SBJ/July 3 - 9, 2000/No Topic Name

Sports sinners need forgiveness, too

These times are so uncertain,
there's a yearning undefined
— people filled with rage
I've been trying to get down
To the heart of the matter
But my will gets weak
and my thoughts start to scatter
So I think it's about forgiveness
Forgiveness
Even if you don't love me anymore.

 From "The Heart of the Matter" (1989), written by Mike Campbell, Don Henley and J.D. Souther

I was driving down the road the other day and put in a cassette. Wouldn't you know it, this great Don Henley tune came on and Henley sang the lyrics shown above.

Made me think. A bunch of us in the sports world could stand to practice a little forgiveness.

Why? Well, I had just finished teaching one of Oregon's graduate sports marketing classes at Nike and had visited briefly with Phil Knight. Knight is in the middle of an unfortunate situation with his alma mater (U of O) that, frankly, in my opinion is Oregon's fault. I'm sure I don't know all the particulars but the bottom line is Oregon made some decisions that greatly hurt its most famous son. Knight responded by implying he would withhold any future charitable donations to Oregon.

That's unfortunate for Oregon, especially as the Ducks push to enter the top 15 in football and top 20 in men's and women's basketball.
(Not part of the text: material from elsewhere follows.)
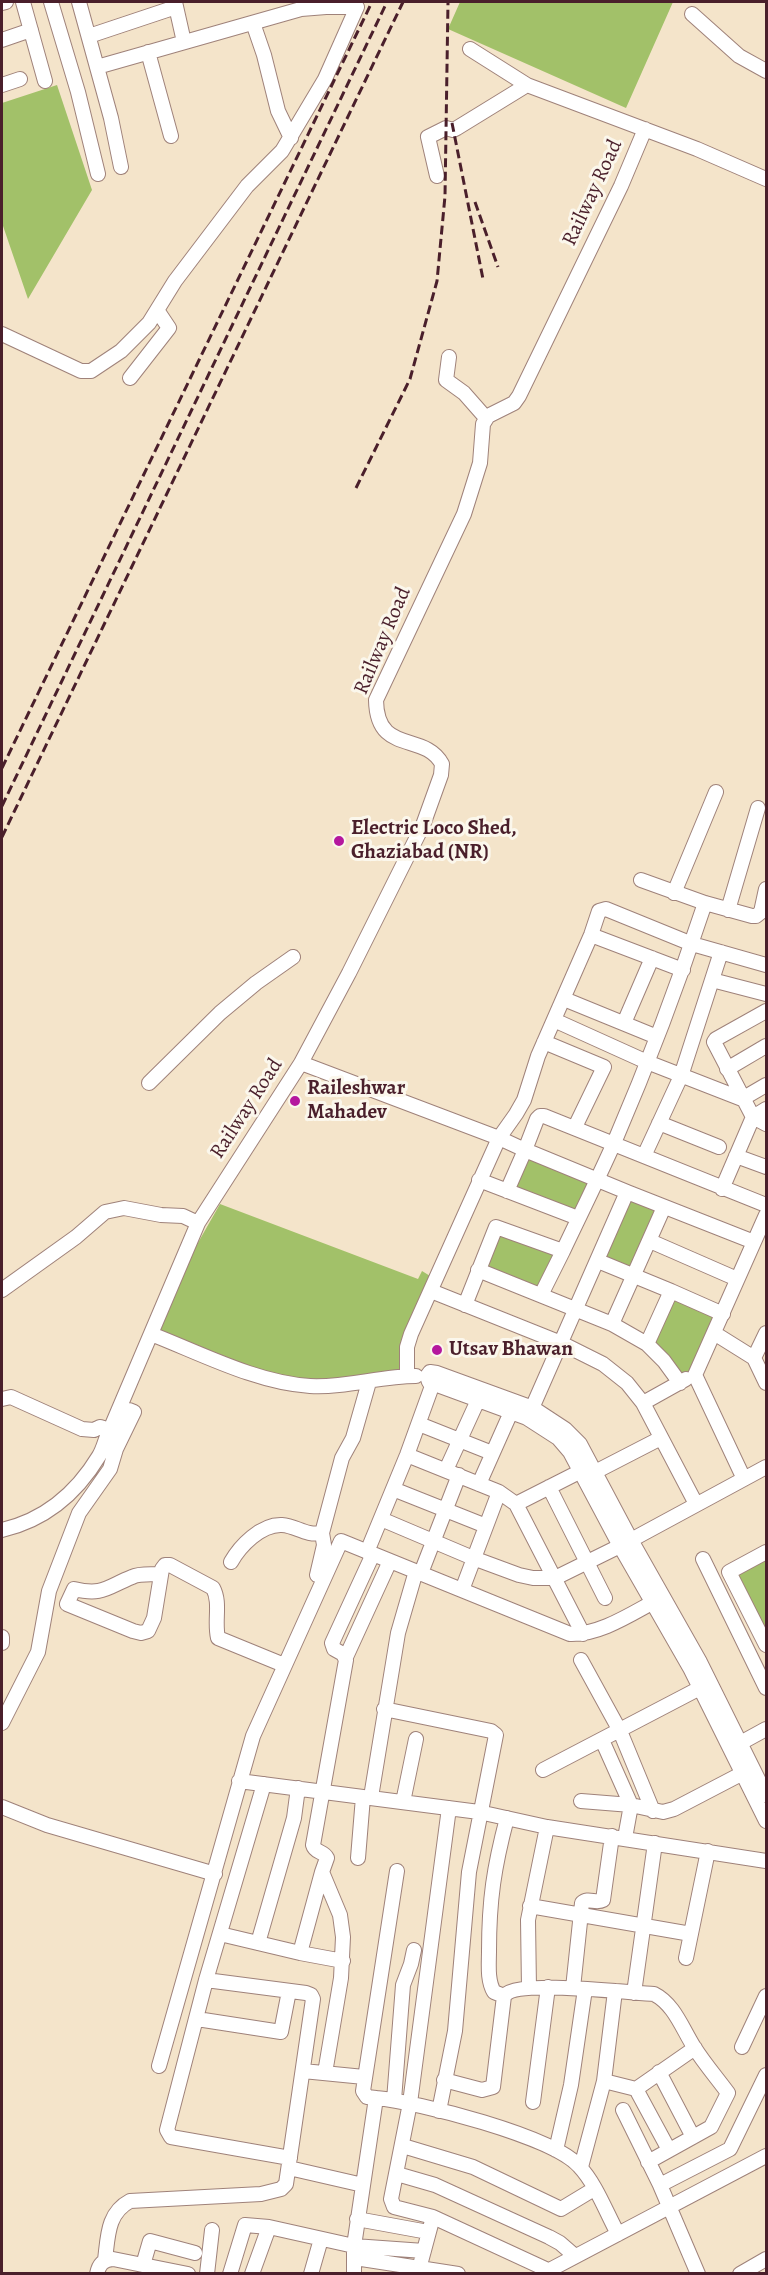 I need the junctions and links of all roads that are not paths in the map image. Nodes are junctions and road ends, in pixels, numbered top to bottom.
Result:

But let's be honest: Every person who gives freely of his or her gifts is entitled to make certain fundamental decisions.

I'm told Oregon has apologized (but perhaps only privately). I'm hoping Knight will eventually see fit to forgive.
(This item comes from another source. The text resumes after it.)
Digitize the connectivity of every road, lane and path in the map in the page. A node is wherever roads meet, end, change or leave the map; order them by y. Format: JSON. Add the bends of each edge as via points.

Interestingly, my Christian faith suggests I should practice forgiveness as a general activity. I think most world religions work this way.

That's a good thing because in the sports world, we seem to have many situations begging for forgiveness.
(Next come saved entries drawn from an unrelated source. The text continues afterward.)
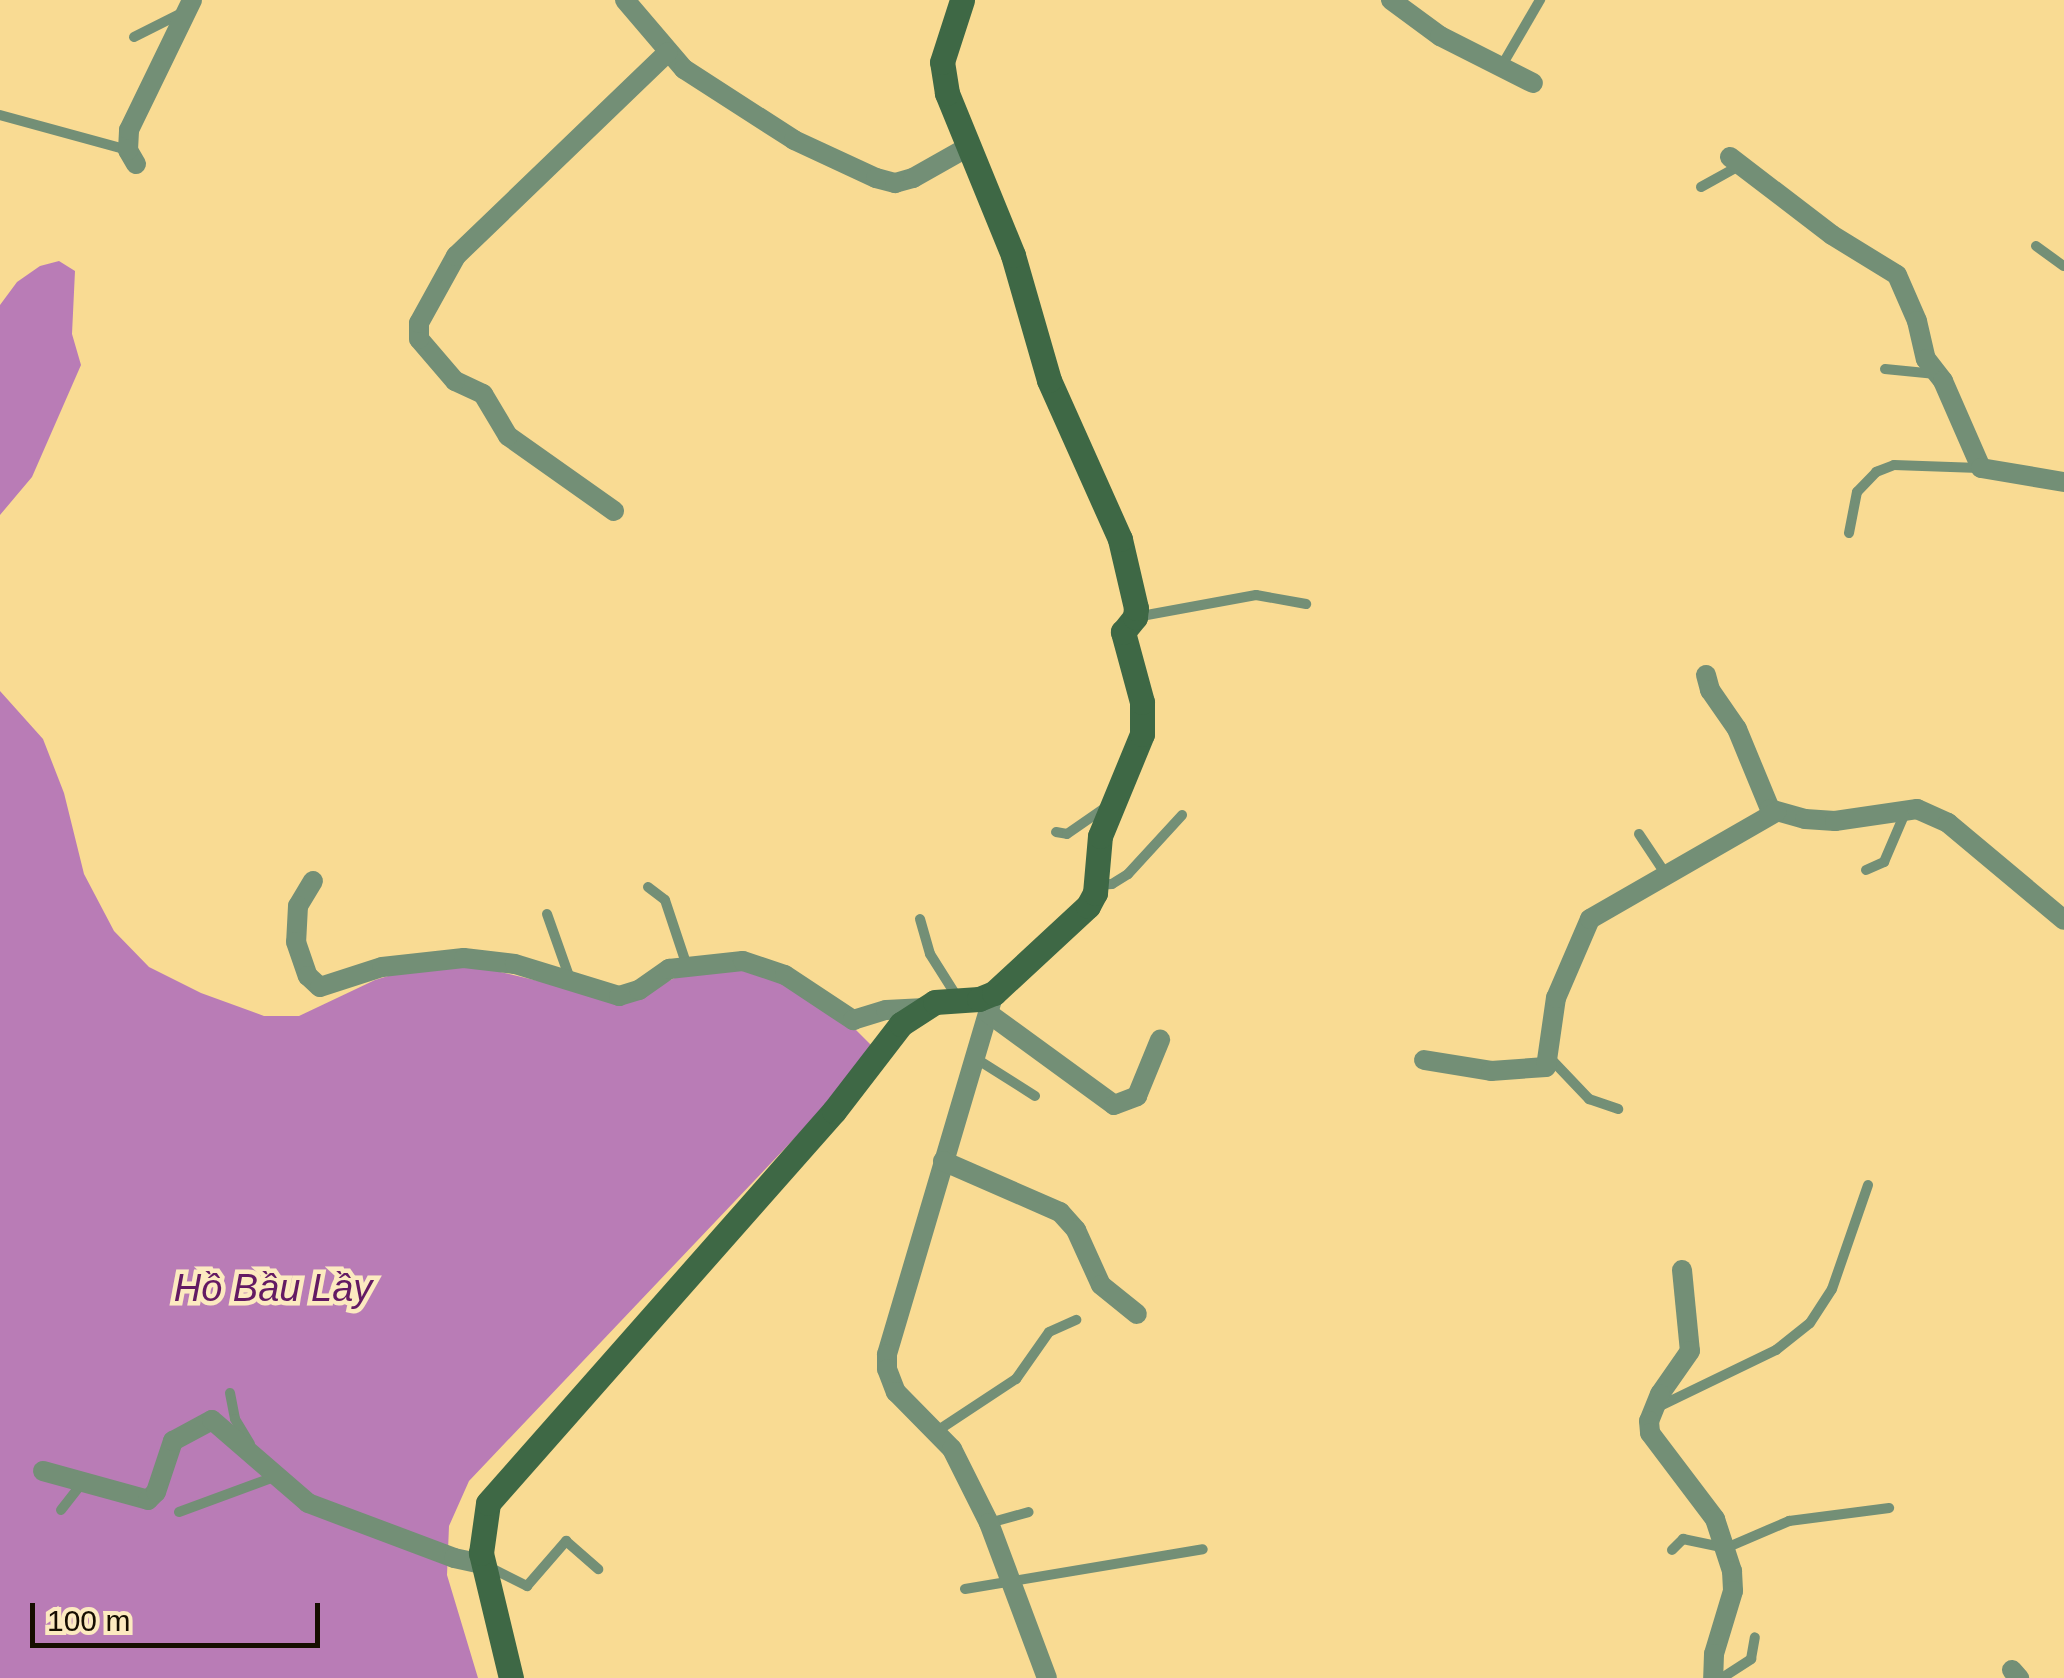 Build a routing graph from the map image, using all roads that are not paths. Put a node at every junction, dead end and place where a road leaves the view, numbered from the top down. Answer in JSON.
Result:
{"nodes":[{"id":1,"x":962,"y":0,"type":"edge"},
{"id":2,"x":1390,"y":0,"type":"edge"},
{"id":3,"x":1540,"y":0,"type":"edge"},
{"id":4,"x":632,"y":4,"type":"edge"},
{"id":5,"x":189,"y":6,"type":"edge"},
{"id":6,"x":134,"y":37,"type":"dead end"},
{"id":7,"x":668,"y":52,"type":"junction"},
{"id":8,"x":1502,"y":67,"type":"junction"},
{"id":9,"x":1533,"y":83,"type":"dead end"},
{"id":10,"x":0,"y":115,"type":"edge"},
{"id":11,"x":968,"y":147,"type":"junction"},
{"id":12,"x":132,"y":157,"type":"joint"},
{"id":13,"x":1735,"y":161,"type":"joint"},
{"id":14,"x":1701,"y":187,"type":"dead end"},
{"id":15,"x":2036,"y":246,"type":"dead end"},
{"id":16,"x":2064,"y":266,"type":"edge"},
{"id":17,"x":1885,"y":369,"type":"dead end"},
{"id":18,"x":1937,"y":374,"type":"junction"},
{"id":19,"x":1982,"y":468,"type":"junction"},
{"id":20,"x":2064,"y":482,"type":"edge"},
{"id":21,"x":614,"y":511,"type":"dead end"},
{"id":22,"x":1849,"y":533,"type":"dead end"},
{"id":23,"x":1306,"y":604,"type":"dead end"},
{"id":24,"x":1136,"y":617,"type":"junction"},
{"id":25,"x":1706,"y":674,"type":"dead end"},
{"id":26,"x":1111,"y":803,"type":"junction"},
{"id":27,"x":1906,"y":810,"type":"junction"},
{"id":28,"x":1776,"y":812,"type":"junction"},
{"id":29,"x":1182,"y":815,"type":"dead end"},
{"id":30,"x":1056,"y":832,"type":"dead end"},
{"id":31,"x":1638,"y":834,"type":"dead end"},
{"id":32,"x":1866,"y":870,"type":"dead end"},
{"id":33,"x":1665,"y":873,"type":"junction"},
{"id":34,"x":313,"y":881,"type":"dead end"},
{"id":35,"x":1096,"y":884,"type":"junction"},
{"id":36,"x":648,"y":886,"type":"dead end"},
{"id":37,"x":547,"y":914,"type":"dead end"},
{"id":38,"x":920,"y":919,"type":"dead end"},
{"id":39,"x":2064,"y":920,"type":"edge"},
{"id":40,"x":687,"y":966,"type":"junction"},
{"id":41,"x":570,"y":982,"type":"junction"},
{"id":42,"x":960,"y":1000,"type":"junction"},
{"id":43,"x":991,"y":1003,"type":"junction"},
{"id":44,"x":924,"y":1008,"type":"junction"},
{"id":45,"x":1160,"y":1040,"type":"dead end"},
{"id":46,"x":974,"y":1057,"type":"junction"},
{"id":47,"x":1550,"y":1058,"type":"junction"},
{"id":48,"x":1424,"y":1060,"type":"dead end"},
{"id":49,"x":1034,"y":1096,"type":"dead end"},
{"id":50,"x":1618,"y":1109,"type":"dead end"},
{"id":51,"x":944,"y":1161,"type":"junction"},
{"id":52,"x":1868,"y":1185,"type":"dead end"},
{"id":53,"x":1682,"y":1270,"type":"dead end"},
{"id":54,"x":1137,"y":1314,"type":"dead end"},
{"id":55,"x":1076,"y":1320,"type":"dead end"},
{"id":56,"x":230,"y":1392,"type":"dead end"},
{"id":57,"x":1653,"y":1410,"type":"junction"},
{"id":58,"x":937,"y":1431,"type":"junction"},
{"id":59,"x":270,"y":1469,"type":"junction"},
{"id":60,"x":42,"y":1471,"type":"dead end"},
{"id":61,"x":83,"y":1482,"type":"junction"},
{"id":62,"x":1889,"y":1508,"type":"dead end"},
{"id":63,"x":61,"y":1510,"type":"dead end"},
{"id":64,"x":180,"y":1512,"type":"dead end"},
{"id":65,"x":1029,"y":1512,"type":"dead end"},
{"id":66,"x":989,"y":1523,"type":"junction"},
{"id":67,"x":1726,"y":1548,"type":"junction"},
{"id":68,"x":1203,"y":1549,"type":"dead end"},
{"id":69,"x":1672,"y":1550,"type":"dead end"},
{"id":70,"x":486,"y":1566,"type":"junction"},
{"id":71,"x":598,"y":1569,"type":"dead end"},
{"id":72,"x":1009,"y":1579,"type":"junction"},
{"id":73,"x":965,"y":1588,"type":"dead end"},
{"id":74,"x":1755,"y":1637,"type":"dead end"},
{"id":75,"x":511,"y":1678,"type":"edge"},
{"id":76,"x":1047,"y":1678,"type":"edge"},
{"id":77,"x":1713,"y":1678,"type":"edge"},
{"id":78,"x":1722,"y":1678,"type":"edge"}],
"edges":[{"from":1,"to":11,"type":"street"},
{"from":2,"to":8,"type":"street"},
{"from":3,"to":8,"type":"lane"},
{"from":4,"to":7,"type":"street"},
{"from":5,"to":6,"type":"lane"},
{"from":5,"to":12,"type":"street"},
{"from":7,"to":11,"type":"street"},
{"from":7,"to":21,"type":"street"},
{"from":8,"to":9,"type":"street"},
{"from":10,"to":12,"type":"lane"},
{"from":11,"to":24,"type":"street"},
{"from":13,"to":14,"type":"lane"},
{"from":13,"to":18,"type":"street"},
{"from":15,"to":16,"type":"lane"},
{"from":17,"to":18,"type":"lane"},
{"from":18,"to":19,"type":"street"},
{"from":19,"to":20,"type":"street"},
{"from":19,"to":22,"type":"lane"},
{"from":23,"to":24,"type":"lane"},
{"from":24,"to":26,"type":"street"},
{"from":25,"to":28,"type":"street"},
{"from":26,"to":30,"type":"lane"},
{"from":26,"to":35,"type":"street"},
{"from":27,"to":28,"type":"street"},
{"from":27,"to":32,"type":"lane"},
{"from":27,"to":39,"type":"street"},
{"from":28,"to":33,"type":"street"},
{"from":29,"to":35,"type":"lane"},
{"from":31,"to":33,"type":"lane"},
{"from":33,"to":47,"type":"street"},
{"from":34,"to":41,"type":"street"},
{"from":35,"to":43,"type":"street"},
{"from":36,"to":40,"type":"lane"},
{"from":37,"to":41,"type":"lane"},
{"from":38,"to":42,"type":"lane"},
{"from":40,"to":41,"type":"street"},
{"from":40,"to":44,"type":"street"},
{"from":42,"to":43,"type":"street"},
{"from":42,"to":44,"type":"street"},
{"from":43,"to":45,"type":"street"},
{"from":43,"to":46,"type":"street"},
{"from":44,"to":70,"type":"street"},
{"from":46,"to":49,"type":"lane"},
{"from":46,"to":51,"type":"street"},
{"from":47,"to":48,"type":"street"},
{"from":47,"to":50,"type":"lane"},
{"from":51,"to":54,"type":"street"},
{"from":51,"to":58,"type":"street"},
{"from":52,"to":57,"type":"lane"},
{"from":53,"to":57,"type":"street"},
{"from":55,"to":58,"type":"lane"},
{"from":56,"to":59,"type":"lane"},
{"from":57,"to":67,"type":"street"},
{"from":58,"to":66,"type":"street"},
{"from":59,"to":61,"type":"street"},
{"from":59,"to":64,"type":"lane"},
{"from":59,"to":70,"type":"street"},
{"from":60,"to":61,"type":"street"},
{"from":61,"to":63,"type":"lane"},
{"from":62,"to":67,"type":"lane"},
{"from":65,"to":66,"type":"lane"},
{"from":66,"to":72,"type":"street"},
{"from":67,"to":69,"type":"lane"},
{"from":67,"to":77,"type":"street"},
{"from":68,"to":72,"type":"lane"},
{"from":70,"to":71,"type":"lane"},
{"from":70,"to":75,"type":"street"},
{"from":72,"to":73,"type":"lane"},
{"from":72,"to":76,"type":"street"},
{"from":74,"to":78,"type":"lane"}]}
Latrell Sprewell got his hands around a coach's neck a couple of years back and choked him. Bobby Knight got his hands in a lot of people's faces and came close to getting fired. Soccer great Eric Cantona went into the stands one night to put his foot in a taunting fan's mouth. Skater Tonya Harding got her hands around a hubcap and just about took her boyfriend's head off.

Still, it appears to me that if Sprewell had led New York to the NBA Finals, he'd be way past forgiven, he could run for mayor of New York City. Knight got a suspension and a fine but then landed a top recruit. If Indiana can get past the first round of the NCAAs next March, he'll be Professor of the Year. Harding had to go clean cemeteries for a couple days but got back in the news. There's probably a sitcom or a Broadway show in that concept. Is that forgiveness or just good business?

Now, a lot of you out there may be starting to write my forgiveness thing off as too liberal.

Damn tree-hugging fools out in Oregon. Hell, they can't even pump their own gas.

Well, where do we draw the line on crime and punishment in the sports world?

You want fines and suspensions, or are those too light for you? You want to start banning folks from playing the games? Fine, fine. How long? You want 'em gone for life? Skating did that to Harding. Great, let's get it on.

But who among you wants to play judge?

Right now the NFL has got a world of hurt going on with Ray Lewis and Rae Carruth. Even though the murder charges against Lewis were dismissed, will sportswriters forgive him? Will the fans? If O.J. Simpson had been an active athlete, would the commissioner have been pressured into making a statement?

Conversely, if Carruth is found guilty, will we scream for a greater bloodletting because he was a "hero"?

When I sit here and think about it, I know many of the "crimes" we work ourselves up about are pretty small. And some of them are huge. I'm not for a moment excusing any of them. Not the murders, rapes, drug convictions, felony assaults, intimidations or illegal gambling. We know how to do excuses. I'm just wondering how we want to practice forgiveness and how we bring about relevant change.

You wanna know why?

All of us in the sports business world have contributed to the situation. We've made people rich. We've made them famous. We've put athletes on the front page. We've lionized strikeouts and birdies. Touchdowns and power play goals.

We've created broadcasting and merchandising contracts that support exclusive ad buys and monster sponsorships. We've built luxury boxes and authorized VIP treatment. We've gripped and grinned with the stars and rode with them in the limousine to the game.

It's the sports business world we wanted and we made it.

We built these "heroes" and paid our gardeners with the profits.

Seems all of us have been enjoying a pretty good sports economy and selling our magazines and shouting into our microphones. We've made quota for 10 straight quarters and thrust our fists in the air about the corporate ROI.

So tomorrow when you look down on Pete Rose and John Rocker, Bob Knight and Tonya Harding, ask yourself what role you played in the heart of the matter.

I'm guessing it's time to think about forgiveness. Even if we don't love some of them anymore.

And here's the last word. If we won't forgive these "heroes," are we at least willing to change the way we do business? I doubt it, but I could be wrong.

Court is always in session. You be the judge.

Rick Burton is director of the Warsaw Sports Marketing Center in the University of Oregon's Lundquist College of Business.